Copy all the lines of the data that include the word "Drive".

(Saved entries)
= Beginning of Section =
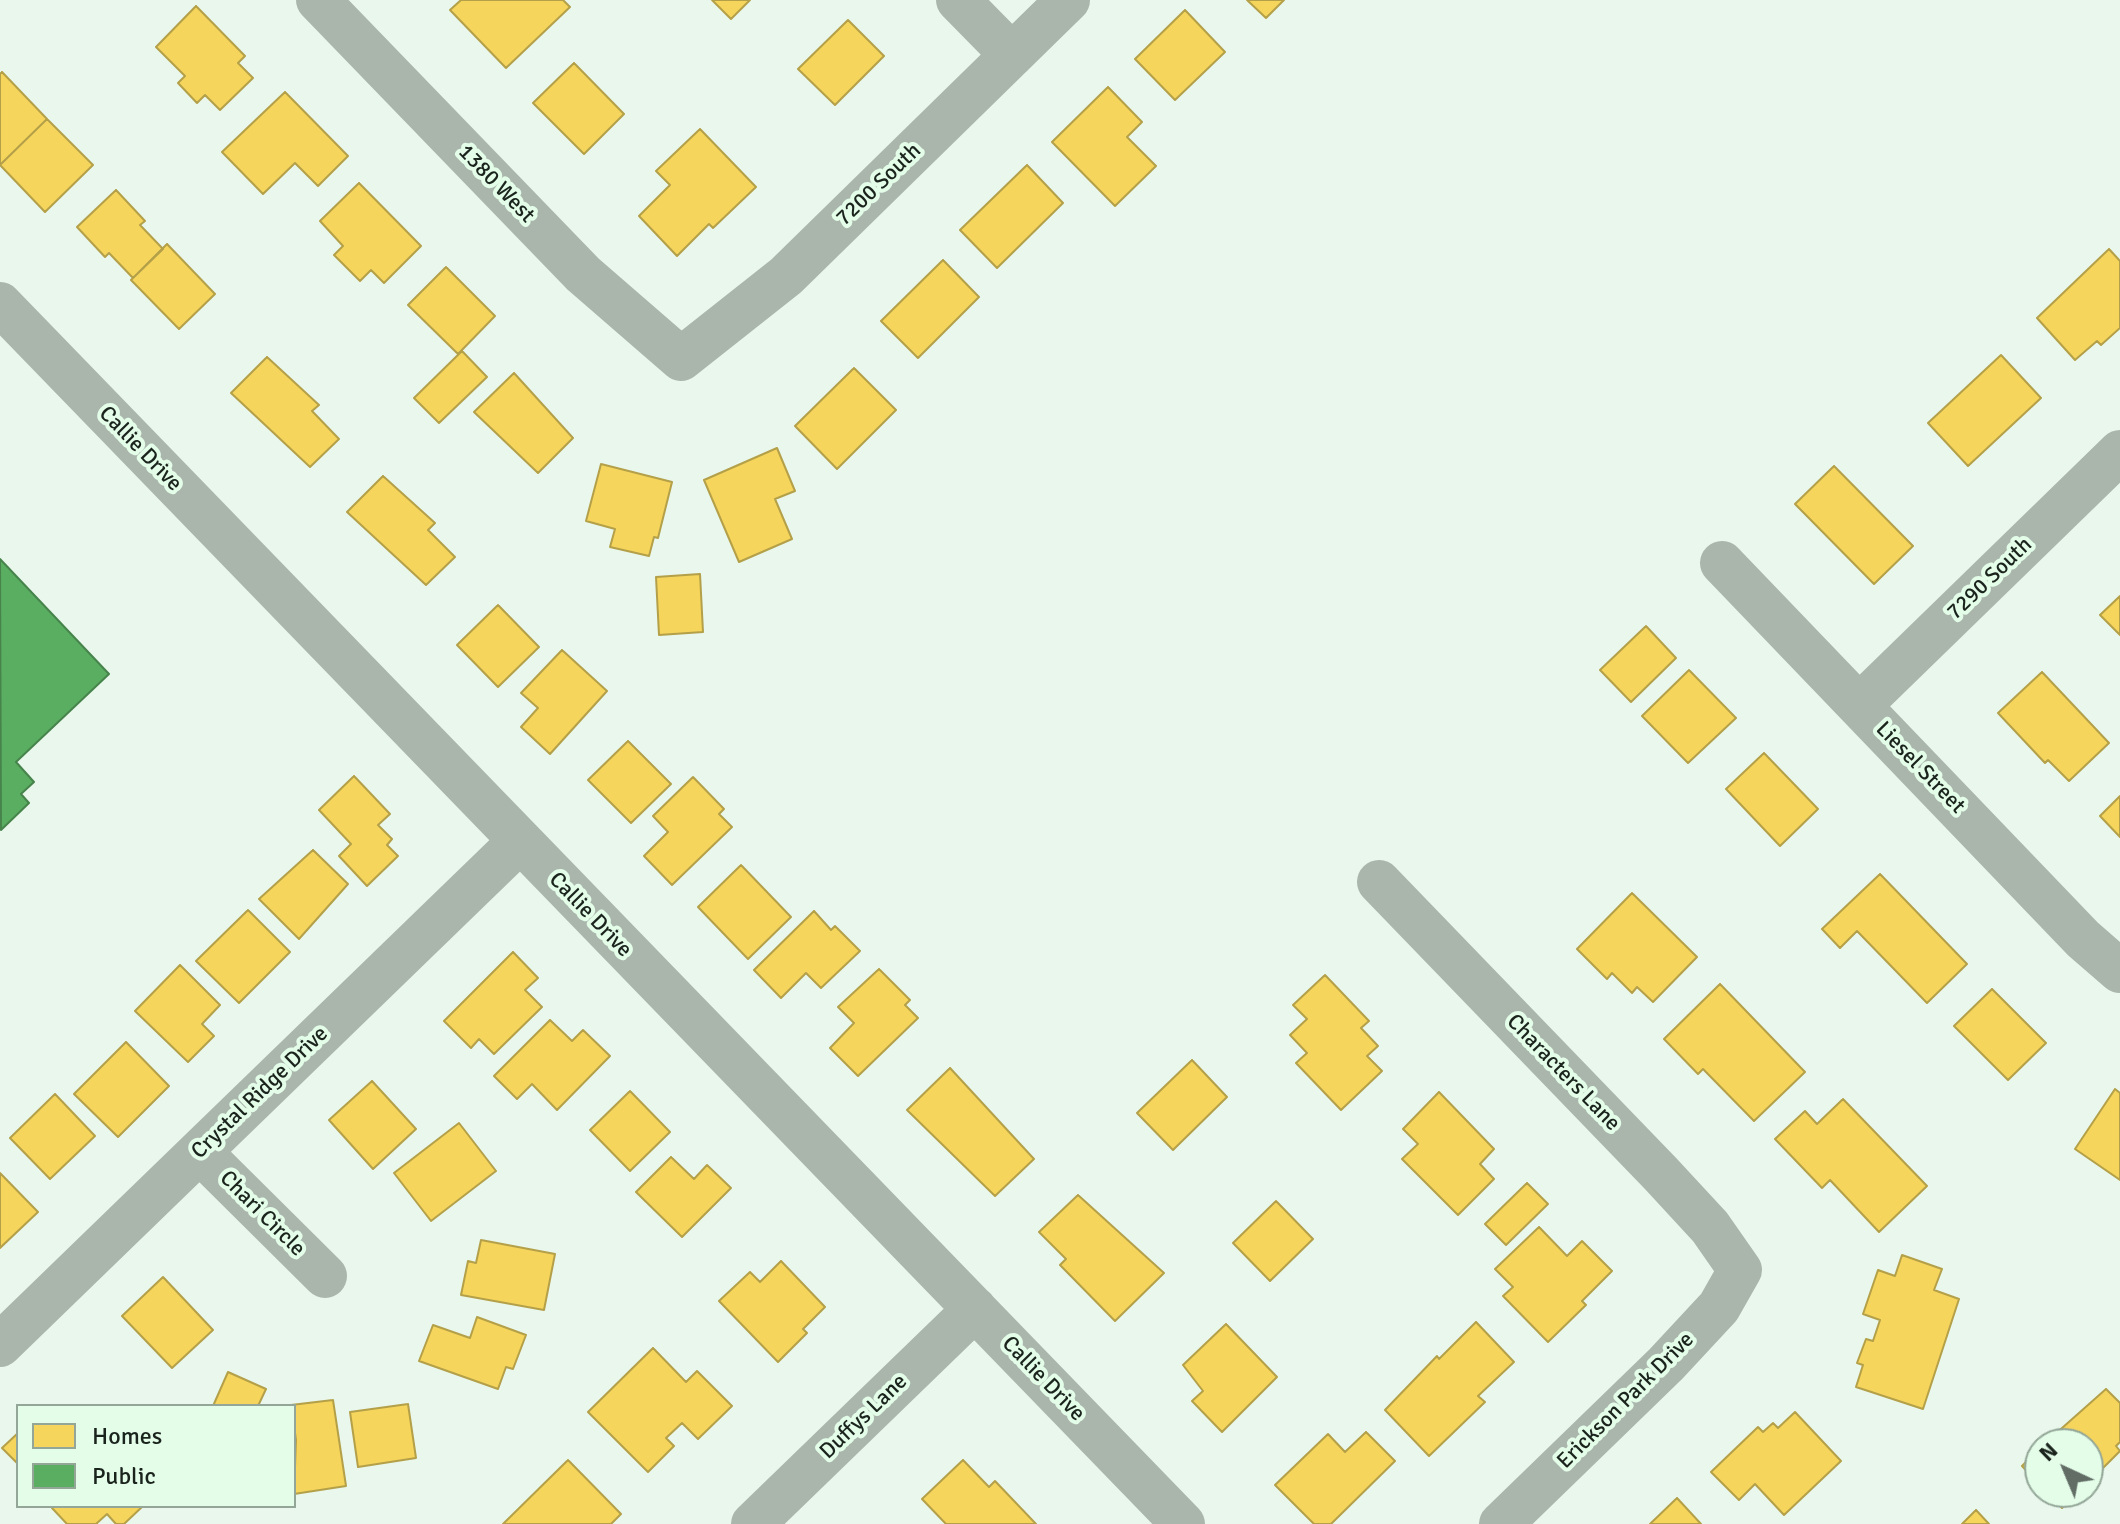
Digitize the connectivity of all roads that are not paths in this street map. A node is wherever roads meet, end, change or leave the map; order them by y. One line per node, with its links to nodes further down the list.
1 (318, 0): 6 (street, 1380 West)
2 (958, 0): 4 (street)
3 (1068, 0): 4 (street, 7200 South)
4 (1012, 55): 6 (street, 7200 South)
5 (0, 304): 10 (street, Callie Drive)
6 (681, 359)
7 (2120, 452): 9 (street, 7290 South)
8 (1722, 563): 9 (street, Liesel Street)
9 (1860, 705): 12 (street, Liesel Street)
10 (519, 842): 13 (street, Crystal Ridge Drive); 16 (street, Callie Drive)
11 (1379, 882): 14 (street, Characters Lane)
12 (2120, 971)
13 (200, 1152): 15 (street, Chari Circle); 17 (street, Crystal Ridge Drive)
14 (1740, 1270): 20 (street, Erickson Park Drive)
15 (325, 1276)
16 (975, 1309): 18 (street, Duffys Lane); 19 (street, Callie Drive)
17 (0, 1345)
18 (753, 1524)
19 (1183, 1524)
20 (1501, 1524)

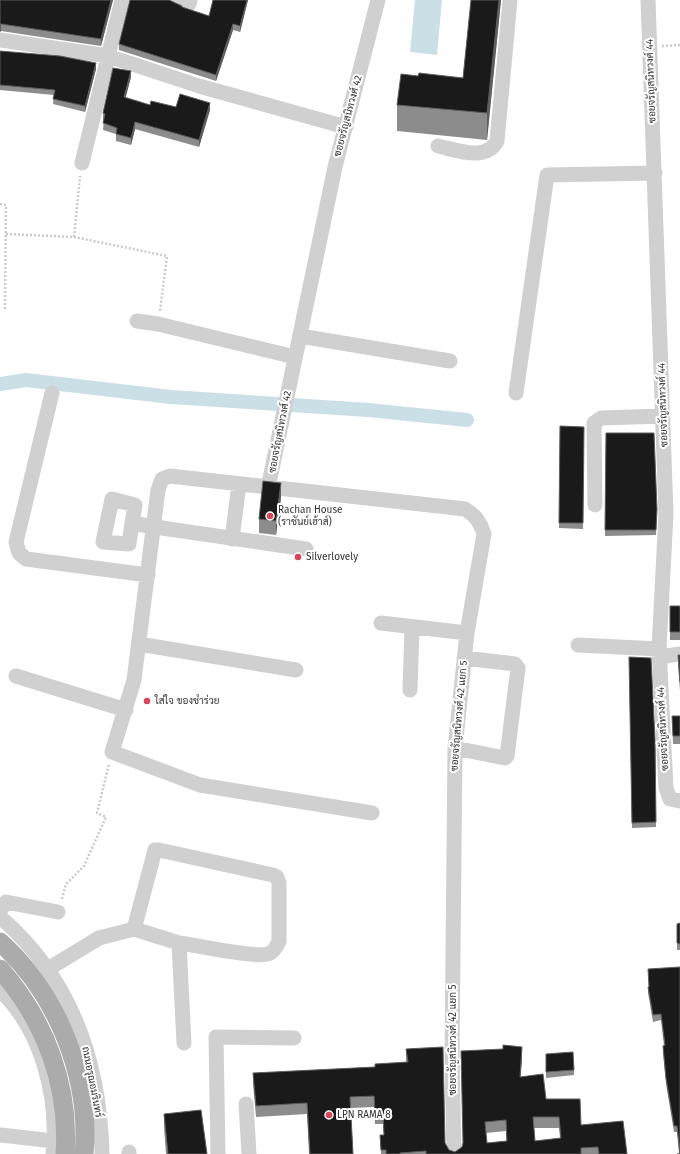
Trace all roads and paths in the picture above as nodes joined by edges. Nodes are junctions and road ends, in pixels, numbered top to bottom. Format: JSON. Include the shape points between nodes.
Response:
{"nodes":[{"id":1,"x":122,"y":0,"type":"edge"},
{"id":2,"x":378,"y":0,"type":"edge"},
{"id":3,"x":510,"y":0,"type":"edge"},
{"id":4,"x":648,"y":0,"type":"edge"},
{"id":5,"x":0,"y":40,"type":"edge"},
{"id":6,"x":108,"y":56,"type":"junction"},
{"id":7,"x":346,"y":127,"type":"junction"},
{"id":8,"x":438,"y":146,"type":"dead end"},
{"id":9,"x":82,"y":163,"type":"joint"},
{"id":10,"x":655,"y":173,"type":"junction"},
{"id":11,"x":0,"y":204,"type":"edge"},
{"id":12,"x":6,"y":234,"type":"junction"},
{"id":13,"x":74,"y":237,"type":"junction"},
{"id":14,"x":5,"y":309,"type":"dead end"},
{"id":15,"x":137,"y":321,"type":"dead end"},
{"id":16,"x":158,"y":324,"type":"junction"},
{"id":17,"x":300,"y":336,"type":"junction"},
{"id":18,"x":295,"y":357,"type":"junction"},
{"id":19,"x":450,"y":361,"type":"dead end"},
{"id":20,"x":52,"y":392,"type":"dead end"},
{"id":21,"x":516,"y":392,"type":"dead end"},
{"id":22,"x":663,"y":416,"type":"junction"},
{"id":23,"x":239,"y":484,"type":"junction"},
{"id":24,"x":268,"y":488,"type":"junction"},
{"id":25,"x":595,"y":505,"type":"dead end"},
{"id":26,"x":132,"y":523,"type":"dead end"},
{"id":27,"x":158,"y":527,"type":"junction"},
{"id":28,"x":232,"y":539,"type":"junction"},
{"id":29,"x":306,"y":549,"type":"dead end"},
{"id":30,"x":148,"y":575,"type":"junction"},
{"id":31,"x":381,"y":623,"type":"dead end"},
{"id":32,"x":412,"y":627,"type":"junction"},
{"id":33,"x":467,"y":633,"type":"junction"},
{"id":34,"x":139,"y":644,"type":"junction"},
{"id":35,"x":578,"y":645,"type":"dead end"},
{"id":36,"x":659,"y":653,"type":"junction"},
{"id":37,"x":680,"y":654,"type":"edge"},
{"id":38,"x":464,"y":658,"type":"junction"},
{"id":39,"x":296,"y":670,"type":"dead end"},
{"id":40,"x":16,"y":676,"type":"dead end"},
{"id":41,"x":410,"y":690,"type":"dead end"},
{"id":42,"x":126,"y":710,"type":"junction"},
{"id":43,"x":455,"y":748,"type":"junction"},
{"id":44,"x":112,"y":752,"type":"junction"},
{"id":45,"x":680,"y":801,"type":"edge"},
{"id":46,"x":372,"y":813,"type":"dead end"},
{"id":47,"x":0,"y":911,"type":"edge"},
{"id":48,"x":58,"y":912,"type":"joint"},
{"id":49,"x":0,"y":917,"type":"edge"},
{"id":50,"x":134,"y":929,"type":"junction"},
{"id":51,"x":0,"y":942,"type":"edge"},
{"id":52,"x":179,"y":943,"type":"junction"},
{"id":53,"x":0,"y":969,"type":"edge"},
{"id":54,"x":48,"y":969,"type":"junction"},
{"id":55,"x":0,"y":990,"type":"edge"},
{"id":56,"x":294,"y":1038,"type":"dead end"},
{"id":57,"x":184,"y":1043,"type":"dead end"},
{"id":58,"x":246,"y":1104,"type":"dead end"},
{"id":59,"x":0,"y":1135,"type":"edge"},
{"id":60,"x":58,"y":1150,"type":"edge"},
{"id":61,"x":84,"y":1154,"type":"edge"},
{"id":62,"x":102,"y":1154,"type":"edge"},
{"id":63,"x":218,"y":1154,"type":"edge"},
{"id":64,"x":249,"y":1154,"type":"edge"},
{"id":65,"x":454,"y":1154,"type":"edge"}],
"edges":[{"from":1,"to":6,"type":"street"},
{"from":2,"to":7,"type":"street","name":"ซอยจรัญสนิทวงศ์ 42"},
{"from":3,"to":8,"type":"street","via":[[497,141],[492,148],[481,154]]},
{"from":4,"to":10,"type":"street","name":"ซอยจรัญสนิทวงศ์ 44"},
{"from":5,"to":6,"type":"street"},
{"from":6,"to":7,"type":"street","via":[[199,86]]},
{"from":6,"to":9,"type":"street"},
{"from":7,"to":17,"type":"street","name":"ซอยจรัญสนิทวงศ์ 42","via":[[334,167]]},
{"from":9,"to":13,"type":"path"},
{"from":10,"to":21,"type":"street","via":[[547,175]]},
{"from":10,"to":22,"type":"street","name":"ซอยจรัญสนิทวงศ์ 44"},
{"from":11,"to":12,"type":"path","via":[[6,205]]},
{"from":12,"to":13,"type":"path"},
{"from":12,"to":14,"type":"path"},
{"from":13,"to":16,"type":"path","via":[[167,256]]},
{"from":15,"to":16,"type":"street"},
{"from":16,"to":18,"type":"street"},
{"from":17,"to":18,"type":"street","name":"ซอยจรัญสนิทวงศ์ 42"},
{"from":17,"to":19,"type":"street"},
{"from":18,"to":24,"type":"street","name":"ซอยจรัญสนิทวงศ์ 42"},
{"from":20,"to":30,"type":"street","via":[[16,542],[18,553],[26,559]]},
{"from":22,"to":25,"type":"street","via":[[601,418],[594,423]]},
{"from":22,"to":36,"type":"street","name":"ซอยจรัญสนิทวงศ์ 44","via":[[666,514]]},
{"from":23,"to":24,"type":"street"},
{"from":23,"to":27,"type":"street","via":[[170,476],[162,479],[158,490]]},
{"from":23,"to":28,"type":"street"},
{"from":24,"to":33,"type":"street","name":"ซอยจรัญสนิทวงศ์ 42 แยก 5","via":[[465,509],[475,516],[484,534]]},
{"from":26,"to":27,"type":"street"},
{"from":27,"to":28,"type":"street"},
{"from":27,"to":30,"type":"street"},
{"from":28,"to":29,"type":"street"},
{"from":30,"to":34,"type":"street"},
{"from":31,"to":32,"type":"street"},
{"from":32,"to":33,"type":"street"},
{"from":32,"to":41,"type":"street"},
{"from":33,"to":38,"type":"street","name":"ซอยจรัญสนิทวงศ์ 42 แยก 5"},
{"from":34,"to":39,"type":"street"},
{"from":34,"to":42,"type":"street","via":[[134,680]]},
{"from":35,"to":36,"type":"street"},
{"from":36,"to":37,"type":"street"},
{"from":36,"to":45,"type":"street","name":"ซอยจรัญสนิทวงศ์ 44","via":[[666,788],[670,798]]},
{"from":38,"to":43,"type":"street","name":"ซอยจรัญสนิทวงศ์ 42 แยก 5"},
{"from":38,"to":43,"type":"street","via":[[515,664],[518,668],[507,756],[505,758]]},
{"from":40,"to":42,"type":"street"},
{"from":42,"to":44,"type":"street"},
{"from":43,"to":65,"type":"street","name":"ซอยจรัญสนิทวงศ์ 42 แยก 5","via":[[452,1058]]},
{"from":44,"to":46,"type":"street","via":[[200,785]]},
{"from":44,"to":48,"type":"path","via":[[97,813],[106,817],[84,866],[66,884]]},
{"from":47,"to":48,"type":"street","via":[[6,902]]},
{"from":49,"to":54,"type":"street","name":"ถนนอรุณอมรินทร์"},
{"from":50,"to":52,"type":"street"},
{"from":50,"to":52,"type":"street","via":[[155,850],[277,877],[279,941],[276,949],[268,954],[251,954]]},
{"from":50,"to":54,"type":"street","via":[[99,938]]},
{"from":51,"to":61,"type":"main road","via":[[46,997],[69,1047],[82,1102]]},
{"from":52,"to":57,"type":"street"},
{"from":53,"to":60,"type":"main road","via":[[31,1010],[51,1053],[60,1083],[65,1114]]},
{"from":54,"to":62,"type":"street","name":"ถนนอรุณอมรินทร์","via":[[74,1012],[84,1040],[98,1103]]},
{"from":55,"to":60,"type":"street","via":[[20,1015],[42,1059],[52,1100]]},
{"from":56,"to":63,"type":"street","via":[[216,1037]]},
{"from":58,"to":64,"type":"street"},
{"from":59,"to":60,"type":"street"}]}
= End of Section =
• [WRITTEN RESPONSE]:
5 (0, 304): 10 (street, Callie Drive)
10 (519, 842): 13 (street, Crystal Ridge Drive); 16 (street, Callie Drive)
13 (200, 1152): 15 (street, Chari Circle); 17 (street, Crystal Ridge Drive)
14 (1740, 1270): 20 (street, Erickson Park Drive)
16 (975, 1309): 18 (street, Duffys Lane); 19 (street, Callie Drive)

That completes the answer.